Peraloihan tasawuf yang bersifat personal pada tarekat yang bersifat “lembaga” tidak lepas dari perkembangan dan perluasan tasawuf itu sendiri. Semakin luas pengaruh tasawuf semakin banyak pula orang yang berhasrat mempelajarinya.  Mereka menemui oarang yang memiliki pengetahuan dan pengalaman yang luas dalam pengalaman tasawuf yang dapat menuntun mereka.
Secara historis, kapan dan tarekat mana yang mula-mula timbul sebagai suatu lembaga, sulit diketahui dengan pasti. Namun, harun Nasution menyatakan bahwa setelah Al-Ghazali menghalalkan tasawuf yang sebelumnya dikatakan sesat, tasawuf berkembang di dunia Islam tetapi perkembangannya melalui tarekat. Tarekat adalah organisasi pengikut sufi-sufi besar yang bertujuan untuk melestarikan ajaran-ajaran tasawuf gurunya. Tarekat ini memakai suatu tempat pusat kegiatan yang disebut ribat. Ini merupakan tempat para murid berkumpul melestarikan ajaran tasawufnya, ajaran tasawuf walinya dan ajaran tasawuf syeikhnya.
Organisasi serupa mulai timbul pada abad XII M tetapi baru tampak perkembangannya pada abad-abad berikutnya. Disamping untuk pria, ada juga tarekat untuk wanita, tetapi tidak berkembang dengan baik seperti halnya tarekat pria.
D.    Aliran-aliran Tarekat
Pada awal kemunculannya, tarekat berkembang dari dua daerah, yaitu Khurasan (Iran) dan Mesopotamia (Irak). Pada periode ini mulai muncul beberapa aliran tarekat, diantaranya :
1.      Tarekat Yasaviyah
Didirikan oleh Ahmad Al-Yasavi (w.562 H/1169 M) dan disusul oleh Tarekat khawajagawiyah yang disponsori oleh Abdul Khalik al-Ghuzdawani (w. 617 H/1220 M). Kedua tarekat ini menganut paham tasawuf Abu Yazid Al-Bustami (w. 425 H/1034 M), dilanjutkan oleh Abu al-Farmadhi (477 H/1084 M) dan Yusuf bin Ayyub al-Hamadhani (w. 535 H/1140 M). Tarekat Yasaviyah berkembang ke berbagai daerah di antaranya Turki. Disana, tarekat ini berganti nama dengan Tarekat ektashiya yang dinisbatkan kepada pendirinya Muhammad Atha’bin Ibrahim Hajji Bektasyi (w. 1335 M). Tarekat ini sangat populer dan pernah memegang peranan penting di Turki yang dikenal dengan “Korp jenissari” yang diorganisir oleh Sultan Murad I pada masa Turki Usmani.[5]

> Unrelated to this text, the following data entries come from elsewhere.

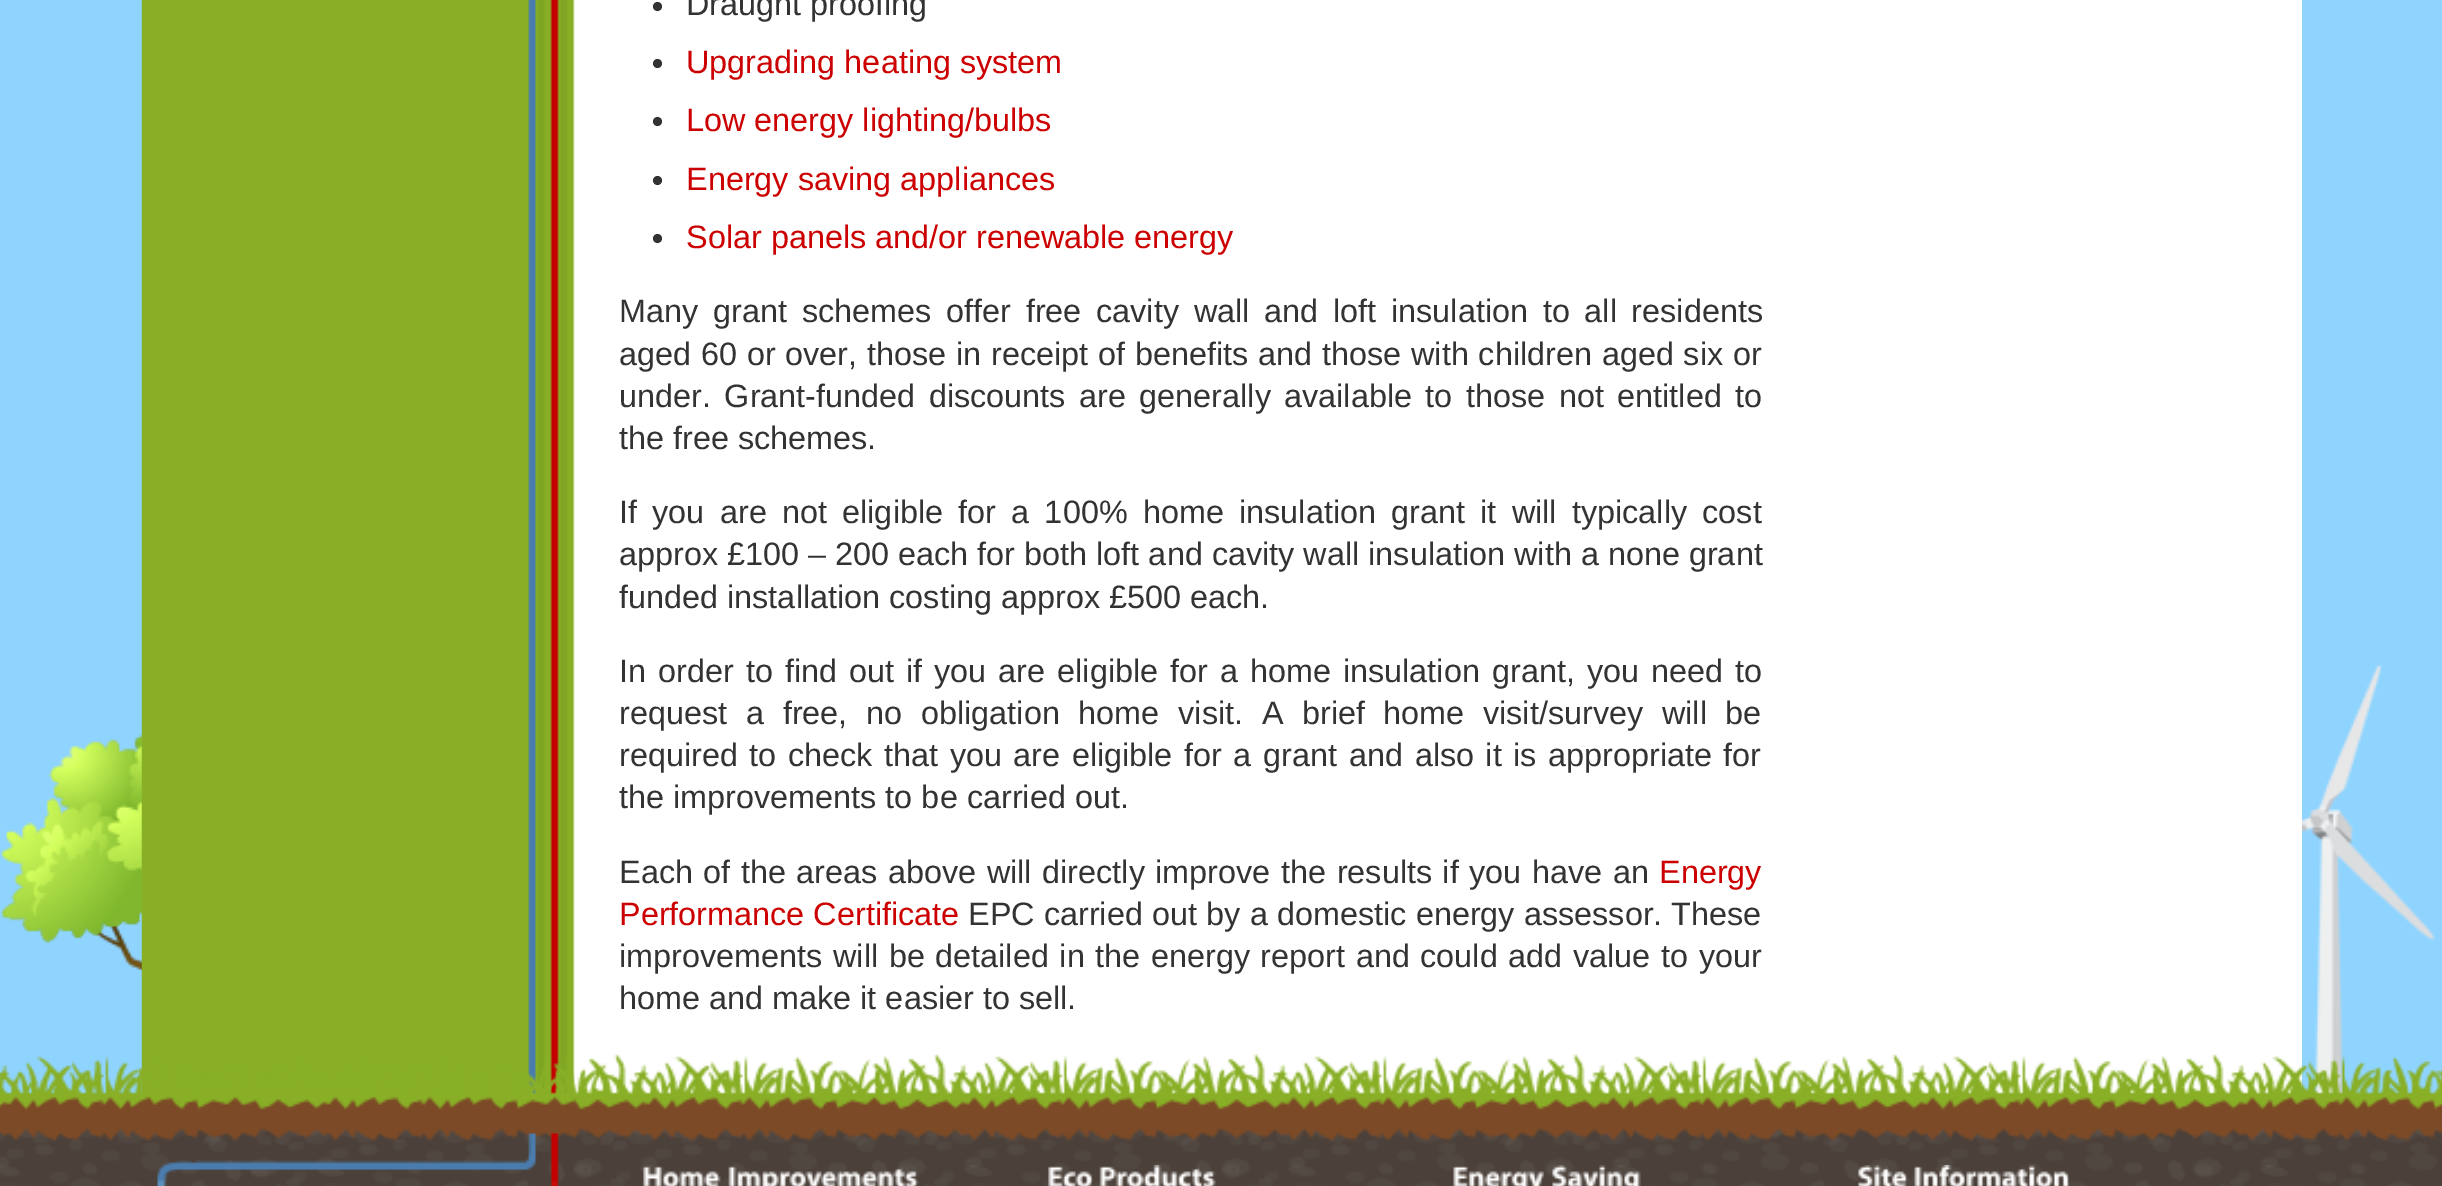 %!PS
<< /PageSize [2442 1186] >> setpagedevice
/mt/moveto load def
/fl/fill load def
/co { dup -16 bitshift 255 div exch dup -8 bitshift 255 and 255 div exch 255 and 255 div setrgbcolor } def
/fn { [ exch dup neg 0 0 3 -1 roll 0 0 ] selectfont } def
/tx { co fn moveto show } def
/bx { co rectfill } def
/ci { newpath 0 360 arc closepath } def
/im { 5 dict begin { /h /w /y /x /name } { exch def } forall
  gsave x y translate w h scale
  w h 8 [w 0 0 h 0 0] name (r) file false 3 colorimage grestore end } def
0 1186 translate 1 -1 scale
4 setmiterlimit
0 0 2442 1186 16#8FD4FF bx
(media/1.raw) 1 734 141 238 im
575 0 1727 1094 16#FFFFFF bx
(media/2.raw) 141 0 434 1094 im
16#333333 co
657.5 6.5 4.5 ci fl
657.5 63.5 4.5 ci fl
657.5 121.5 4.5 ci fl
657.5 180.5 4.5 ci fl
657.5 238.5 4.5 ci fl
(media/3.raw) 2302 665 133 429 im
0 1128 2442 58 16#4C413A bx
(media/5.raw) 0 1128 2437 58 im
(media/4.raw) 0 1054 2442 88 im
(media/6.raw) 157 1133 402 53 im
(media/7.raw) 643 1166 78 20 im
(media/8.raw) 728 1166 191 20 im
(media/9.raw) 1048 1166 46 20 im
(media/10.raw) 1099 1165 117 21 im
(media/11.raw) 1453 1166 92 20 im
(media/12.raw) 1552 1165 89 21 im
(media/13.raw) 1858 1165 51 21 im
(media/14.raw) 1914 1165 156 21 im
(Draught proofing) 686 15 /LiberationSans-Regular 32.4 16#333333 tx
(Upgrading heating system) 686 73 /LiberationSans-Regular 32.4 16#CC0000 tx
(Low energy lighting/bulbs) 686 131 /LiberationSans-Regular 32.4 16#CC0000 tx
(Energy saving appliances) 686 190 /LiberationSans-Regular 32.4 16#CC0000 tx
(Solar panels and/or renewable energy) 686 248 /LiberationSans-Regular 32.4 16#CC0000 tx
16#333333 co
619 322 mt 5.75 0 32 (Many grant schemes offer free cavity wall and loft insulation to all residents) widthshow
619 365 mt .75 0 32 (aged 60 or over, those in receipt of benefits and) widthshow
1322 365 mt .75 0 32 (those with children aged six or) widthshow
619 407 mt 4.5 0 32 (under. Grant-funded discounts are generally) widthshow
1284 407 mt 4.5 0 32 (available to those not entitled to) widthshow
(the free schemes.) 619 449 /LiberationSans-Regular 32.4 16#333333 tx
619 523 mt 6.25 0 32 (If you are not eligible for a 100% home insulation grant it will typically cost) widthshow
(approx £100 – 200 each for both loft and cavity wall insulation with a none grant) 619 565 /LiberationSans-Regular 32.4 16#333333 tx
(funded installation costing approx £500 each.) 619 608 /LiberationSans-Regular 32.4 16#333333 tx
619 682 mt 3 0 32 (In order to find out if you are eligible for a home insulation grant, you need to) widthshow
619 724 mt 9.75 0 32 (request a free, no obligation home visit. A brief) widthshow
1383 724 mt 9.75 0 32 (home visit/survey will be) widthshow
619 766 mt 2.5 0 32 (required to check that you are eligible for a grant) widthshow
1349 766 mt 2.5 0 32 (and also it is appropriate for) widthshow
(the improvements to be carried out.) 619 808 /LiberationSans-Regular 32.4 16#333333 tx
619 883 mt 1.5 0 32 (Each of the areas above will directly improve the results if you have an) widthshow
(Energy) 1659 883 /LiberationSans-Regular 32.4 16#CC0000 tx
(Performance Certificate) 619 925 /LiberationSans-Regular 32.4 16#CC0000 tx
(EPC carried out by) 968 925 /LiberationSans-Regular 32.4 16#333333 tx
(a domestic energy assessor. These) 1250 925 /LiberationSans-Regular 32.4 16#333333 tx
619 967 mt 1.6 0 32 (improvements will be detailed in the energy report and could add value to your) widthshow
(home and make it easier to sell.) 619 1009 /LiberationSans-Regular 32.4 16#333333 tx
showpage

2.      Tarekat Naqsyabandiyah
Didirikan oleh Muhammad Bahauddin al-Naqsyabandi al-bukhari (w. 1389 M) di Turkistan. Dalam perkembangannya, tarekat ini menyebar ke Anatolia (Turki) kemudian meluas ke India dan Indonesia dengan berbagai nama baru yang disesuaikan dengan pendirinya di masing-masing daerah, seperti tarekat Khalidiyah, Muridiyah, Mujadidiyah, dan Ahsaniyah. Ada enam dasar yang dipakai pegangan untuk mencapai tujuan dalam tarekat ini, yaitu :
a.       Tobat.
b.      Uzla (mengasingkan diri dari masyarakat ramai yang dianggapnya telah mengingatkan ajaran Allah dan beragam kemaksiatan, sebab ia tidak mampu memperbaikinya)
c.       Takqwa
d.      Qanaah (menerima dengan senang hati segala sesuatu yang dianugrahkan oleh Allah SWT)
e.       Juhud (menempatkan dunia untuk keperluan hidup seperlunya saja)
f.       Taslim (kepatuhan batiniyah akan keyakinan qalbu hanya pada Allah)[6]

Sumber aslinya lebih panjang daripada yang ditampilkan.